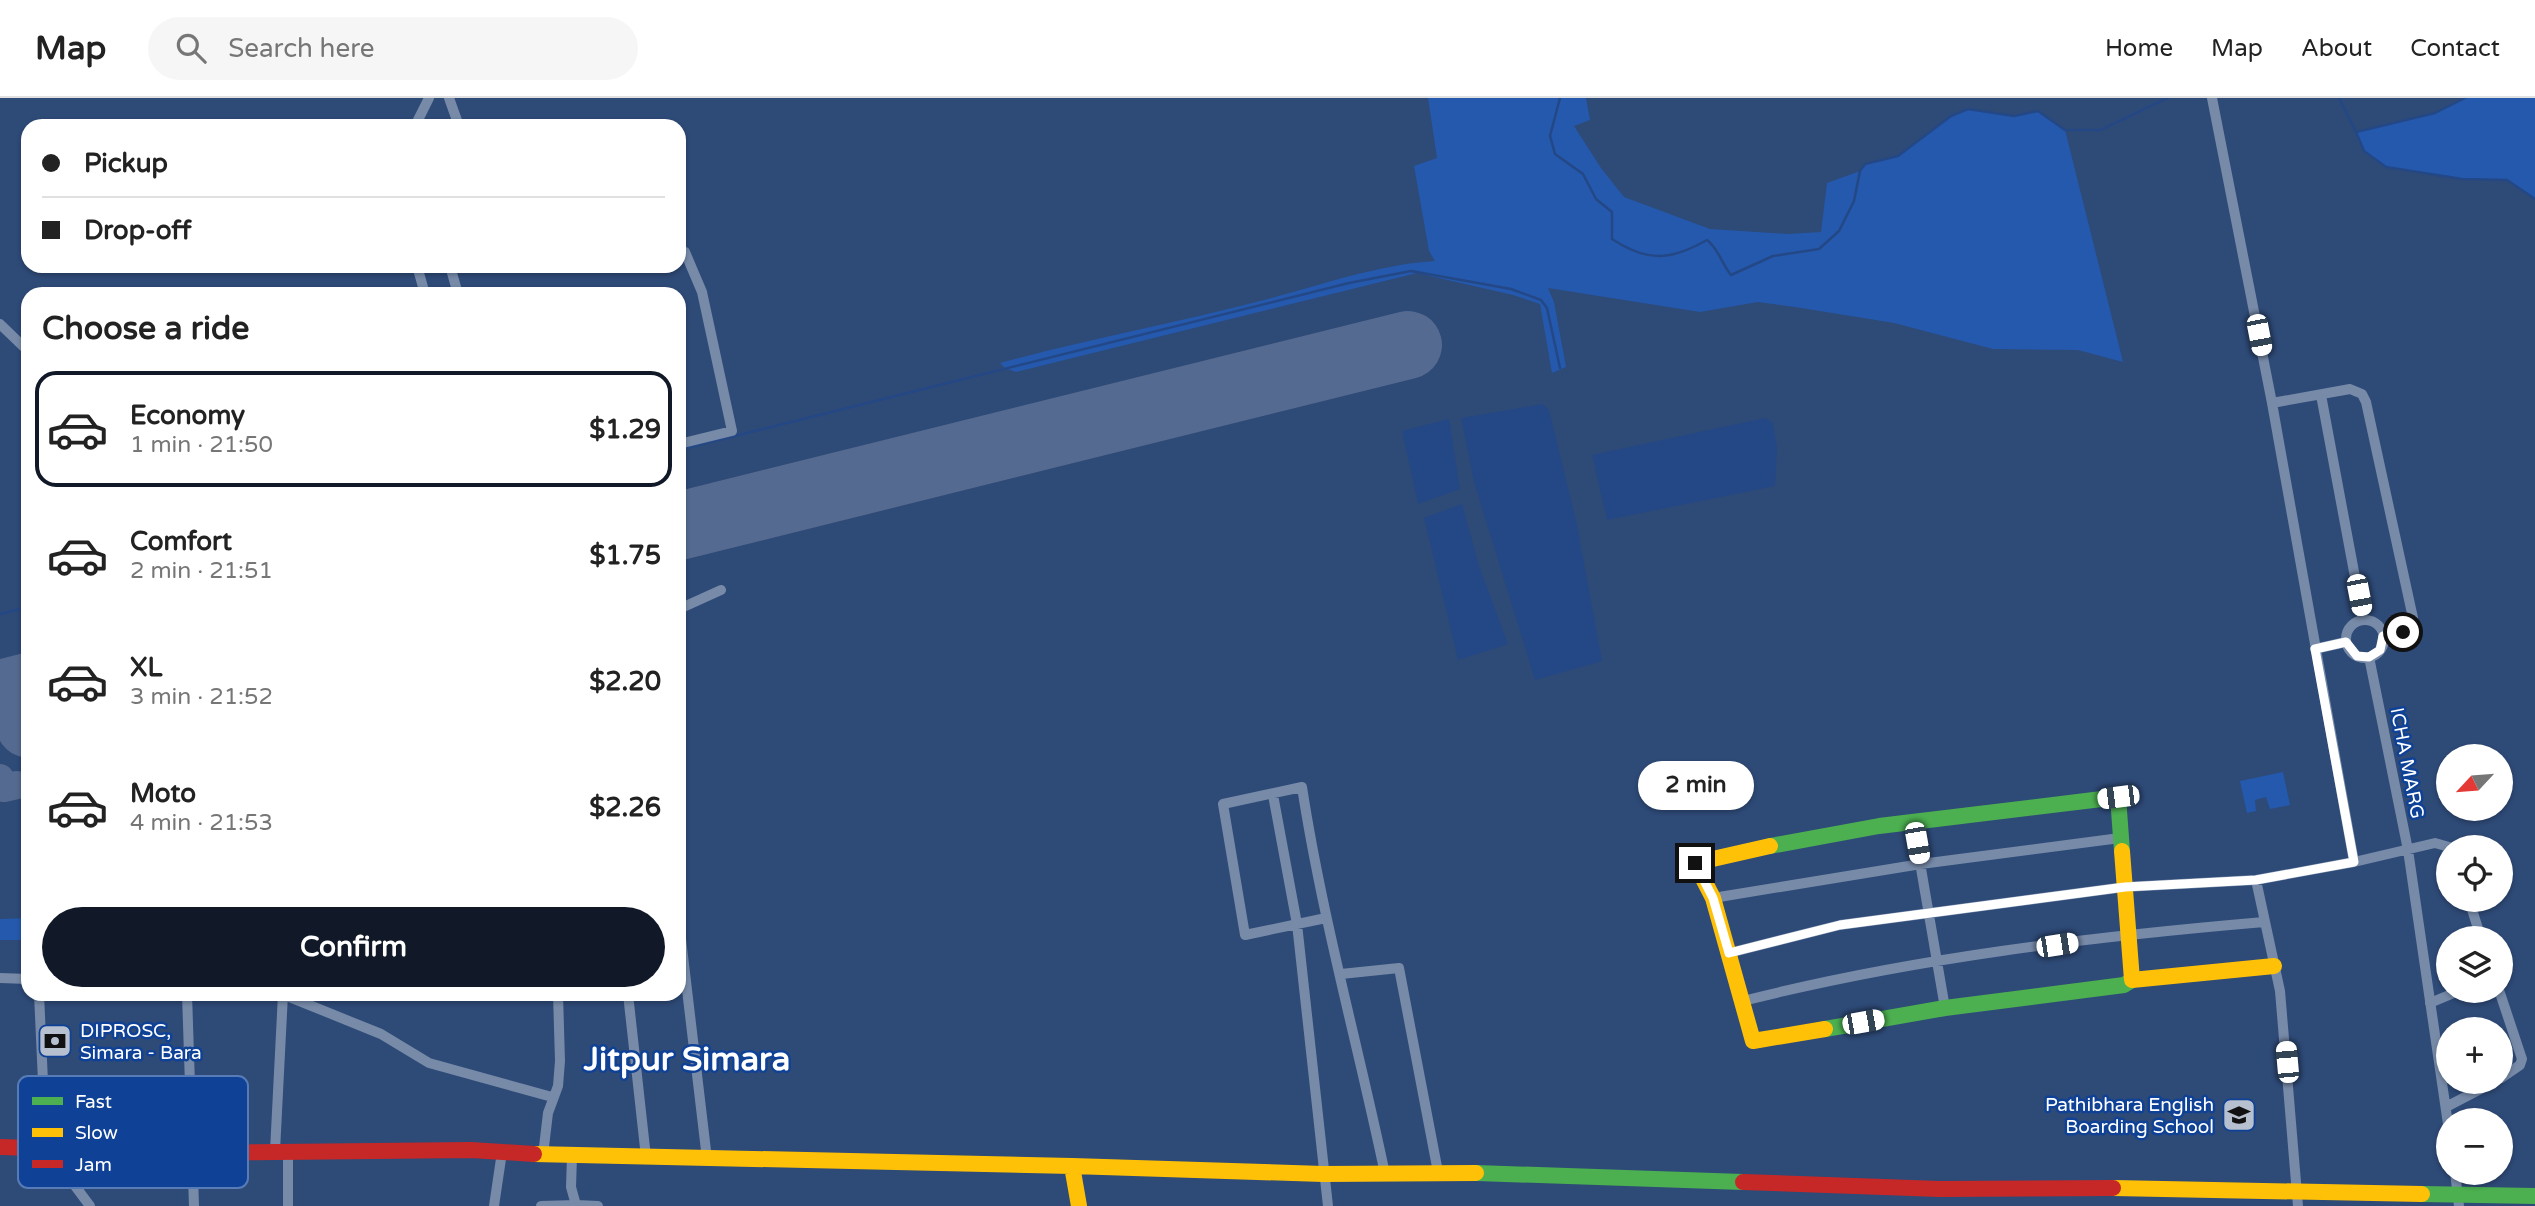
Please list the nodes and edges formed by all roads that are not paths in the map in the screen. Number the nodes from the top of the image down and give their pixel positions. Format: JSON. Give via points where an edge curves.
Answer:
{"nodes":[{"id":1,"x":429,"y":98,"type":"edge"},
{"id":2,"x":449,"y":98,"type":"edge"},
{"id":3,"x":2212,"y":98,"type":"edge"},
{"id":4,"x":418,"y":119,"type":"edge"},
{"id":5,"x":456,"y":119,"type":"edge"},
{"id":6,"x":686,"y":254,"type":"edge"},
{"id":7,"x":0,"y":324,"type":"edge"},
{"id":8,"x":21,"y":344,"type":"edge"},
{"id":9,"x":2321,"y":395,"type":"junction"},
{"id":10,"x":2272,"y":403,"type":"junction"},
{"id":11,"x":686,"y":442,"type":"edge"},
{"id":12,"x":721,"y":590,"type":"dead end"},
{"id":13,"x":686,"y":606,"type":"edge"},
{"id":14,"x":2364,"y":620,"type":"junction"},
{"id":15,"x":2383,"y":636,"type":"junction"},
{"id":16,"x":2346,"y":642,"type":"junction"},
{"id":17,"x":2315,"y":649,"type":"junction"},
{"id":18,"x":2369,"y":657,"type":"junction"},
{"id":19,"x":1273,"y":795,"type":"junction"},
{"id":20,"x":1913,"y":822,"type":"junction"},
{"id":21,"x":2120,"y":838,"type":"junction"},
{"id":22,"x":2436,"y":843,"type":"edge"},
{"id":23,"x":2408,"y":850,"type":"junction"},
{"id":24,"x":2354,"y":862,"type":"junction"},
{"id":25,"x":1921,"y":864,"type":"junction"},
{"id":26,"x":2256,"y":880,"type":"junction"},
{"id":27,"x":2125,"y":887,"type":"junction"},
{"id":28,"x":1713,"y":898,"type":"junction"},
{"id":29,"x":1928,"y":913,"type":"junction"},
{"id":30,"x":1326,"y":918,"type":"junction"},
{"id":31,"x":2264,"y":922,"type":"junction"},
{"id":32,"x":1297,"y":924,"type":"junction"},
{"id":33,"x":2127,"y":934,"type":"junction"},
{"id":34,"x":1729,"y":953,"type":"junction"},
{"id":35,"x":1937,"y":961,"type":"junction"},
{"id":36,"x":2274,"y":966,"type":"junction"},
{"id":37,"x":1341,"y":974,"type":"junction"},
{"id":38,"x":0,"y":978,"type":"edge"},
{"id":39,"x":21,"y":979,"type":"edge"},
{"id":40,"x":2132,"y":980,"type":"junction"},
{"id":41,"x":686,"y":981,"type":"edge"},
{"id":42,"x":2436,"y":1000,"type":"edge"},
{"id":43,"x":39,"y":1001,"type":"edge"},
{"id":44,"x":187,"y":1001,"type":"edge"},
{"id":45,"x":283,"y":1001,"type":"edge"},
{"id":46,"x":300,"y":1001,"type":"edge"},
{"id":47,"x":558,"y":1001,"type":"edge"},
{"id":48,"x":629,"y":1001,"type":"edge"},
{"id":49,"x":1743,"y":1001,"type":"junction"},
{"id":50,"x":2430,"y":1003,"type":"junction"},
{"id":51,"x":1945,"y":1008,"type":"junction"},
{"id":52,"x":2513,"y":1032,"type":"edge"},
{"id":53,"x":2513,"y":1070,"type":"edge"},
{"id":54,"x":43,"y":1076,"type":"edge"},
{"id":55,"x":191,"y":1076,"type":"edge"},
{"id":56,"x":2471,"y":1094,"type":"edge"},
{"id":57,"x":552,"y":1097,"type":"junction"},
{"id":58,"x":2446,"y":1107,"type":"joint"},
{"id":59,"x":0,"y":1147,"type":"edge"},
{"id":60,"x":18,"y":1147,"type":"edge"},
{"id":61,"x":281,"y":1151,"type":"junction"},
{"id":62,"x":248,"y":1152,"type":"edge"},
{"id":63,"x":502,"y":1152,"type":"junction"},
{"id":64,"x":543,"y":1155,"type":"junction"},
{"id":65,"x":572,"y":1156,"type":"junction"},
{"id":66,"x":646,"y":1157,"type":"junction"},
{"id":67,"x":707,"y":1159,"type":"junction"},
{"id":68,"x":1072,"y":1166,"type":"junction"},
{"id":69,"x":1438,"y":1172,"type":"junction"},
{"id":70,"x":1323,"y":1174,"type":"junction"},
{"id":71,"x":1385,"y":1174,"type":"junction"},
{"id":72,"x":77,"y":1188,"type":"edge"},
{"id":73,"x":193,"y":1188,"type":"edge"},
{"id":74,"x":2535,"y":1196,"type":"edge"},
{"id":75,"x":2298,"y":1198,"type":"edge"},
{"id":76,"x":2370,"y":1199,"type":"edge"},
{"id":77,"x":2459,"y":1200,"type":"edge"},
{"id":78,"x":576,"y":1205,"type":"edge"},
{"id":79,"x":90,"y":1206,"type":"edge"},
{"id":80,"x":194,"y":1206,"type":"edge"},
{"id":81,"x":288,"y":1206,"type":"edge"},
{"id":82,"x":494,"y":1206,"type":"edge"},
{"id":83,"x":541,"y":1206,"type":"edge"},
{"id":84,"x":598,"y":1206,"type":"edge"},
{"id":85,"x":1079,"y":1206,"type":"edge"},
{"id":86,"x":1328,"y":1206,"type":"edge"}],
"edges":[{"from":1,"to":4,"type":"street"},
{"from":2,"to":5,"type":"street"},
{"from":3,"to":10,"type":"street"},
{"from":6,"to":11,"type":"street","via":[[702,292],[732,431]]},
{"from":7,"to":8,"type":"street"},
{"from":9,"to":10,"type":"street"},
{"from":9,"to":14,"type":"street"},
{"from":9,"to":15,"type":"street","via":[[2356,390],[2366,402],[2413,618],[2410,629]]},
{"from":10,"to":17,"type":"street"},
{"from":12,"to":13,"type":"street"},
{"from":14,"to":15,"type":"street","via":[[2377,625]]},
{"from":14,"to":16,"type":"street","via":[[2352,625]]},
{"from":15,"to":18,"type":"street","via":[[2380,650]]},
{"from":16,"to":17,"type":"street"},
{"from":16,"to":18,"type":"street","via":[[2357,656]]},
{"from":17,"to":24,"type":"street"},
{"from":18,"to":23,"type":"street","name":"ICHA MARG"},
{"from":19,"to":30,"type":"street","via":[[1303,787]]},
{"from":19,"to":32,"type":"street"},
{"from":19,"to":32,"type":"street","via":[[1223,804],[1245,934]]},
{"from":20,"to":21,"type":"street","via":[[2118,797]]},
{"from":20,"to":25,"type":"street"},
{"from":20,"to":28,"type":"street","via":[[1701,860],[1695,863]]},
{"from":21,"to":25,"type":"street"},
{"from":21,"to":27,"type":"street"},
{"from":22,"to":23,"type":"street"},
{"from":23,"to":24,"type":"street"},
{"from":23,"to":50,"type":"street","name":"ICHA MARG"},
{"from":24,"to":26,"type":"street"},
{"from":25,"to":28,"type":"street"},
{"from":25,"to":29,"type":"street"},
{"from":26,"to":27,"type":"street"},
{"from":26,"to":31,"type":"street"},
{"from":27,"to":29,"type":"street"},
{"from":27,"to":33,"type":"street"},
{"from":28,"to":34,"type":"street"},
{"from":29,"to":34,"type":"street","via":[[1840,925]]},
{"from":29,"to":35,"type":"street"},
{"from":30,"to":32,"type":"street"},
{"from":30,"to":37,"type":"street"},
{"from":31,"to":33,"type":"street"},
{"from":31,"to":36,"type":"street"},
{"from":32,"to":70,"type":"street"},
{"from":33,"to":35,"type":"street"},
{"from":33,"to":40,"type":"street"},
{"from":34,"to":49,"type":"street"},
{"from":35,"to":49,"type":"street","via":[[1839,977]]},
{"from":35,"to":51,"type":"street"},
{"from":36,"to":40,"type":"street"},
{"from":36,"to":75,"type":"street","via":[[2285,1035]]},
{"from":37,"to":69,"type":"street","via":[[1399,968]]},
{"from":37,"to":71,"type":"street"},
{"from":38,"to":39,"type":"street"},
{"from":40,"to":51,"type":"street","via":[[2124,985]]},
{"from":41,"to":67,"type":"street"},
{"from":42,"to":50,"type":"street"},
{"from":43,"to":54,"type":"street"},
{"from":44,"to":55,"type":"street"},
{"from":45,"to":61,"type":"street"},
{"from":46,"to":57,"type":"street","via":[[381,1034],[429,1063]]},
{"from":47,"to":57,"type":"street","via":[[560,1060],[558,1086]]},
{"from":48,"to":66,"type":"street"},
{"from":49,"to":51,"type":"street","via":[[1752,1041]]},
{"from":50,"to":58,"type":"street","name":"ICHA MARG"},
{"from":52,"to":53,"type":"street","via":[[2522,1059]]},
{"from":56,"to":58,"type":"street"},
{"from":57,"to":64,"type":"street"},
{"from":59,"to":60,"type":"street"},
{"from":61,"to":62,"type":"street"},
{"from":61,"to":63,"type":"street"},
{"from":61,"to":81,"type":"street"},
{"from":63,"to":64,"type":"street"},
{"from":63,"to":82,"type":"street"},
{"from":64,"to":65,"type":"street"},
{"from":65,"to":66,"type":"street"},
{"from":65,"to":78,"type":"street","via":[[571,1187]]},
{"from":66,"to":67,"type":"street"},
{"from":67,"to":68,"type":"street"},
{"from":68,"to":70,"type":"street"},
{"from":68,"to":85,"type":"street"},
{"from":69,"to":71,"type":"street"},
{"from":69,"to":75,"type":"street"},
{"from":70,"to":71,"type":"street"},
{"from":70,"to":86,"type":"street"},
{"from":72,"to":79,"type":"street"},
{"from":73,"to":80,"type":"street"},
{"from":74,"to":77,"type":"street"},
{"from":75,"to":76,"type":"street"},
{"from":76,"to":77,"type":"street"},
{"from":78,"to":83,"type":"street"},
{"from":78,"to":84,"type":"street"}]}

* * *

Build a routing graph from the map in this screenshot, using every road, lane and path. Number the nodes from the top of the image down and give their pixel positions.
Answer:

• [Instructions for the task] Extract each line from the entries above that contains the string "Number".

• [Exercise solution]
Please list the nodes and edges formed by all roads that are not paths in the map in the screen. Number the nodes from the top of the image down and give their pixel positions. Format: JSON. Give via points where an edge curves.
Build a routing graph from the map in this screenshot, using every road, lane and path. Number the nodes from the top of the image down and give their pixel positions.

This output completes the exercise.